Almost every company has the capacity to become a financial services company. We created Modern Card Issuing, and this new product suite is an extension of that. How do we help our existing customers enter this space and more easily launch banking offerings? This new portfolio benefits from all of the things that make Marqeta great, from flexibility and control over practically every aspect of the experience, to our trusted expertise to truly partner with you to design a product that your customers will love. 

The combination of our modern card issuing platform with this new product suite we feel really sets us apart, allowing us to offer more customization, flexibility and modularity. If we look at a customer like Coinbase, I think the possibility speaks for itself. Coinbase is an early Marqeta for Banking customer. By adding a card to the Coinbase platform, they increase engagement. By adding in a deposit account that their customer can easily fund, they can create a more comprehensive customer experience. It’s a level of engagement that benefits every part of their business. 

What’s the main difference between being a private company and public company CEO? Are there any similarities? What’s your perspective on Wall Street’s views on the fintech ecosystem and the fintech infrastructure ecosystem? 

As a private company CEO, you have autonomy and flexibility to make changes or adjust plans on a whim. As a public company, you really can’t do that. You go from a state of confidentiality to radical transparency, and when you set guidance on different factors, you need to execute against them. It really is a foundational difference between the two roles. 

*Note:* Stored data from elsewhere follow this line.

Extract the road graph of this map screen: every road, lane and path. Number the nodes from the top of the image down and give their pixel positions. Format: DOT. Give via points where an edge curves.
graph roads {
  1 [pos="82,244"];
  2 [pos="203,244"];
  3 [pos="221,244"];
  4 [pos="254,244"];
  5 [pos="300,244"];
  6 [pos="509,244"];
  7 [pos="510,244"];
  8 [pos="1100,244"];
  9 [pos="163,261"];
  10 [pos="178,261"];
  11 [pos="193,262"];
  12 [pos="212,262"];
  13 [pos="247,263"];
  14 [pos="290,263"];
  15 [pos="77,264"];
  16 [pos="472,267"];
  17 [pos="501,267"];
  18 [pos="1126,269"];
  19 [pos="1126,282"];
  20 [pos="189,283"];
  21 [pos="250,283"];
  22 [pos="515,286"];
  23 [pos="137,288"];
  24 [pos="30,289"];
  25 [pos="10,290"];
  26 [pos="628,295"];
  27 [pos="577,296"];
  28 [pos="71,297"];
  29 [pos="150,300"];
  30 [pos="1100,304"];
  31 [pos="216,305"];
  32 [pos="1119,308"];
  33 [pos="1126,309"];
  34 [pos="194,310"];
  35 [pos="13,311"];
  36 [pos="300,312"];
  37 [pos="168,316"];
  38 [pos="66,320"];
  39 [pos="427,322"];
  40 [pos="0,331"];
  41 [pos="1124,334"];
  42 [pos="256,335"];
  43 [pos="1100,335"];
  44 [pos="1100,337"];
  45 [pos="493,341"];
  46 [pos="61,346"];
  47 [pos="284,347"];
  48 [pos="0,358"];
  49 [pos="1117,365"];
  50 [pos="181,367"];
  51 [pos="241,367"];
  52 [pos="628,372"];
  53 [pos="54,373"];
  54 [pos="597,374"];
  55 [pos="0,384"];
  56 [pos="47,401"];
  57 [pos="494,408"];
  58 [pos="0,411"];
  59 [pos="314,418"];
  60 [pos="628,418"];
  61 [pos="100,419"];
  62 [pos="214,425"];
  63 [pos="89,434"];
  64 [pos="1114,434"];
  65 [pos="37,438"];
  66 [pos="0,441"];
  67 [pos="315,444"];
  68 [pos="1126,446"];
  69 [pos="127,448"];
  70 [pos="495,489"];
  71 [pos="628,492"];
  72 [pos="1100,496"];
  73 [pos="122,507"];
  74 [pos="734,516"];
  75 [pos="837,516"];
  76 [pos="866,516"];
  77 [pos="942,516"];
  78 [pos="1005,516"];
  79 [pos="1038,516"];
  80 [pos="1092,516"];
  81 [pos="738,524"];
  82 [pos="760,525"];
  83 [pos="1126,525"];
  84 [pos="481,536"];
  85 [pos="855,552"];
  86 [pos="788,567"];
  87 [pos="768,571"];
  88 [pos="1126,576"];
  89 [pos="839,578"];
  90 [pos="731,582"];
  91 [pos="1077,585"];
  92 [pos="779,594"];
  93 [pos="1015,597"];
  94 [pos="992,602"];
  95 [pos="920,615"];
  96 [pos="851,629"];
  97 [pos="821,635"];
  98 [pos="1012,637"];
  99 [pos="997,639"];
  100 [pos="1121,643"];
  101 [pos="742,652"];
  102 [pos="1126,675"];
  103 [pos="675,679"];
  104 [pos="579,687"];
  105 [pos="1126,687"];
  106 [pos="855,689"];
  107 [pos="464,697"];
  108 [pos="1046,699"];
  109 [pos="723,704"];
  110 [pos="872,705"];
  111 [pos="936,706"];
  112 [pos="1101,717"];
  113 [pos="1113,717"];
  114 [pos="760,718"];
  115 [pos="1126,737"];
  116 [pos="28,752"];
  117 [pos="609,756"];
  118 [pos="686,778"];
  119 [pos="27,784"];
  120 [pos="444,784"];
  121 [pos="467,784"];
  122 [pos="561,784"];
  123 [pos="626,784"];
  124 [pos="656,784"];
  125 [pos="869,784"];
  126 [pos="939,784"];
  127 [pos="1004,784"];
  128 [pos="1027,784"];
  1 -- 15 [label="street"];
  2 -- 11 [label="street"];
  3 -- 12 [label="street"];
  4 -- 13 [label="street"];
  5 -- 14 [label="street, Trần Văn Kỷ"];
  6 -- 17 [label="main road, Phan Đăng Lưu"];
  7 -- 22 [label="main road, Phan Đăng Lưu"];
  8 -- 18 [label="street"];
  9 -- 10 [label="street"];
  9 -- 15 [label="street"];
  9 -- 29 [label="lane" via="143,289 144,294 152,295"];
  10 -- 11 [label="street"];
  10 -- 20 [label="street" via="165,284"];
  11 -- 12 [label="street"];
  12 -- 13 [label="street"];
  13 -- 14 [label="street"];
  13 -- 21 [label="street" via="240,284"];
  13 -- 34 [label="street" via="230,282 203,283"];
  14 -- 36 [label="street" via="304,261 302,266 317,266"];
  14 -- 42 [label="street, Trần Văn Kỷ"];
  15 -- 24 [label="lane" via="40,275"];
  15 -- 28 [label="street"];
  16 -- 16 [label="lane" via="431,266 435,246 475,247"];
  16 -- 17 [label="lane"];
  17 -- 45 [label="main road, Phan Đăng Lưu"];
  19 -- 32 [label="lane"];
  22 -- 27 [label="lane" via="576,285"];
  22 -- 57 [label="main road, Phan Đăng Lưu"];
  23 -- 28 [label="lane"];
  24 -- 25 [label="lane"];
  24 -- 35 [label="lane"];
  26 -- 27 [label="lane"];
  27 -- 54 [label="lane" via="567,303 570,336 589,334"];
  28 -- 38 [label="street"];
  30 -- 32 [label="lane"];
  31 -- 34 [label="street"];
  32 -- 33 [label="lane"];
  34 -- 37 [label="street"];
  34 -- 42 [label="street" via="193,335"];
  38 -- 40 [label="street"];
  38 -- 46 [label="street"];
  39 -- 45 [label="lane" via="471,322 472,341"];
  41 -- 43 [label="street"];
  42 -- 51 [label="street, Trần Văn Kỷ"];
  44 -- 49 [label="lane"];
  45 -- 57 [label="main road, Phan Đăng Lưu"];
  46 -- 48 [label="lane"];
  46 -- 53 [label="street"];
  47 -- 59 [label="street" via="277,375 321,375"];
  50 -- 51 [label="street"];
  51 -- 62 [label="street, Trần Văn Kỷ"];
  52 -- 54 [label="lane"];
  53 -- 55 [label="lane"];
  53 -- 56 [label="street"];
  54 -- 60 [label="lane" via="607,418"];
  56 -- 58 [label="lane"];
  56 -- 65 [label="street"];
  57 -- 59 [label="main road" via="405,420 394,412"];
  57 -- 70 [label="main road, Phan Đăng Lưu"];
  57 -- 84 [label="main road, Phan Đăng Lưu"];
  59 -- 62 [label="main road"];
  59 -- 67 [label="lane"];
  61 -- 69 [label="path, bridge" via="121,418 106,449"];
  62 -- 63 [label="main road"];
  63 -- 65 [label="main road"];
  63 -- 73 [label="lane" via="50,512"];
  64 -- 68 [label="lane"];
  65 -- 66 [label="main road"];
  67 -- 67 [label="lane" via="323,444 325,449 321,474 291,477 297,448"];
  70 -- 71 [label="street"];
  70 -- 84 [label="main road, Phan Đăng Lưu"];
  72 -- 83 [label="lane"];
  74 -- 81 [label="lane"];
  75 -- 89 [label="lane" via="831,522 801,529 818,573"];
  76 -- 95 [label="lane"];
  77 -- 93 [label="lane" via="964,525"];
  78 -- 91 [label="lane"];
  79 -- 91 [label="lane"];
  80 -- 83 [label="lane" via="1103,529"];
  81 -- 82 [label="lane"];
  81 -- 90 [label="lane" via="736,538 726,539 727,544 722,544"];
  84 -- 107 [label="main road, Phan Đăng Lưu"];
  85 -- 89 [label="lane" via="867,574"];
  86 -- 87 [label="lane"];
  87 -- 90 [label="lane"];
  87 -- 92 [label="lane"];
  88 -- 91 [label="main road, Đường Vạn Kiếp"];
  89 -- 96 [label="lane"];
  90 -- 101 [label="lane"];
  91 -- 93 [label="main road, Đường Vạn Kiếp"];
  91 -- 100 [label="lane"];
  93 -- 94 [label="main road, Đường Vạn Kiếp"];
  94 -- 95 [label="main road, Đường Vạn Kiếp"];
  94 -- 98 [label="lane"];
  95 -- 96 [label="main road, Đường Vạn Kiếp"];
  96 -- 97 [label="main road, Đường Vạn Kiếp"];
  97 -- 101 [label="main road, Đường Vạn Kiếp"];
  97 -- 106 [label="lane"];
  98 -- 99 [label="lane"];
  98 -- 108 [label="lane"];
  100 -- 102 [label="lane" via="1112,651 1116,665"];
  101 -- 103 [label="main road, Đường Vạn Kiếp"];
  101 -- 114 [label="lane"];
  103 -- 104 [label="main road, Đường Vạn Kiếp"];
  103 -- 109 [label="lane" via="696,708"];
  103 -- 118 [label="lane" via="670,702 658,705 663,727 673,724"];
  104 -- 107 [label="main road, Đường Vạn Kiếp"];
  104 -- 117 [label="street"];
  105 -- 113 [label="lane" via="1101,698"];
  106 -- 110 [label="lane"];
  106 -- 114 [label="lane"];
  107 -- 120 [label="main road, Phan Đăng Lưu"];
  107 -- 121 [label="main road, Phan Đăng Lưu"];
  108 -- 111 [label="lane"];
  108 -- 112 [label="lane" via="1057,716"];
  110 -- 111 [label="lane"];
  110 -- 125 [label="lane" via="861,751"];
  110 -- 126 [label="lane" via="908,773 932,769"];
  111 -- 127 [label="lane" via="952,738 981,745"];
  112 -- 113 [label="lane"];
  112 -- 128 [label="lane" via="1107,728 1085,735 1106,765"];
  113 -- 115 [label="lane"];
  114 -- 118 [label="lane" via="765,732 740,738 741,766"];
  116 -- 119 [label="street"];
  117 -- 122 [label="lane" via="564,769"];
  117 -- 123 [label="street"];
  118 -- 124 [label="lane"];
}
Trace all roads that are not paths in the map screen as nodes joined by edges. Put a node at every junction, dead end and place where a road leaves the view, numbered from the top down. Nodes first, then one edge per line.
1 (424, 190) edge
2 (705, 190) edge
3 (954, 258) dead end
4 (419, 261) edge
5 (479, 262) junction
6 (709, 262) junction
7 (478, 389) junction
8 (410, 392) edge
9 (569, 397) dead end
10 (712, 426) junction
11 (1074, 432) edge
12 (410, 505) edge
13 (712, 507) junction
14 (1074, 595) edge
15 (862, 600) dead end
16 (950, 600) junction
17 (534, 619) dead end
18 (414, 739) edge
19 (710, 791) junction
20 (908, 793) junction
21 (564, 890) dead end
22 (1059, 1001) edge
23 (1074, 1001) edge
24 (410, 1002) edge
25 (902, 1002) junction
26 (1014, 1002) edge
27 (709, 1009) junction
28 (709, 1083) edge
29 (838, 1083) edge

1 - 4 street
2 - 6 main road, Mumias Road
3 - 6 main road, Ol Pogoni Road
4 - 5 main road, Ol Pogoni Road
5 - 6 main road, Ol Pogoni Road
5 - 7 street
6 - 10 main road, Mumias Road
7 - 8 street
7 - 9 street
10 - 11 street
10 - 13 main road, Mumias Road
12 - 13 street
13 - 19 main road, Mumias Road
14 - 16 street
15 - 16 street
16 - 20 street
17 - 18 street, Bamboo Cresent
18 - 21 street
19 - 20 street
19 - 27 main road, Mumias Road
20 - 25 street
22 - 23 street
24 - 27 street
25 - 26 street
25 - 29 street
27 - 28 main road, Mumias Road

I don’t want to comment on how Wall Street values or sees fintech and infrastructure, but I will say though how much I enjoy interacting with our investors. The level of preparation and intellectual rigor they show in understanding our business always leads to great conversations, whether they’re agreeing with you or pushing back. It’s exciting to see people really take that time to try and know your business.  

You announced in August that you’re planning on stepping down as CEO—how’s the search going for a replacement? 

It’s an unusual experience interviewing your replacement. You both want someone completely unlike you, but completely like you, at the same time. I plan to continue to be fully engaged with Marqeta. I see my next role as executive chairman as really being a long term commitment, and plan on spending a lot of time around Marqeta, focusing on our people, products and customers and partnering with the new CEO to help drive the business.

Lastly, what’s one piece of advice you’d wish you told yourself when you were raising your Series A? 

Founders have a vision for what company they want to build, but rarely know how to build out hiring and people growth. What I would tell any first-time founder is to think about how to hire and support people, from your employees to your customers and investors. Businesses are built with people, and they all need different things to thrive. When I started my first company, I had to learn about the human side of the business and focus on what our team needed to succeed. You can have all of the drive and passion in the world as you’re starting your company but you cannot do it all alone.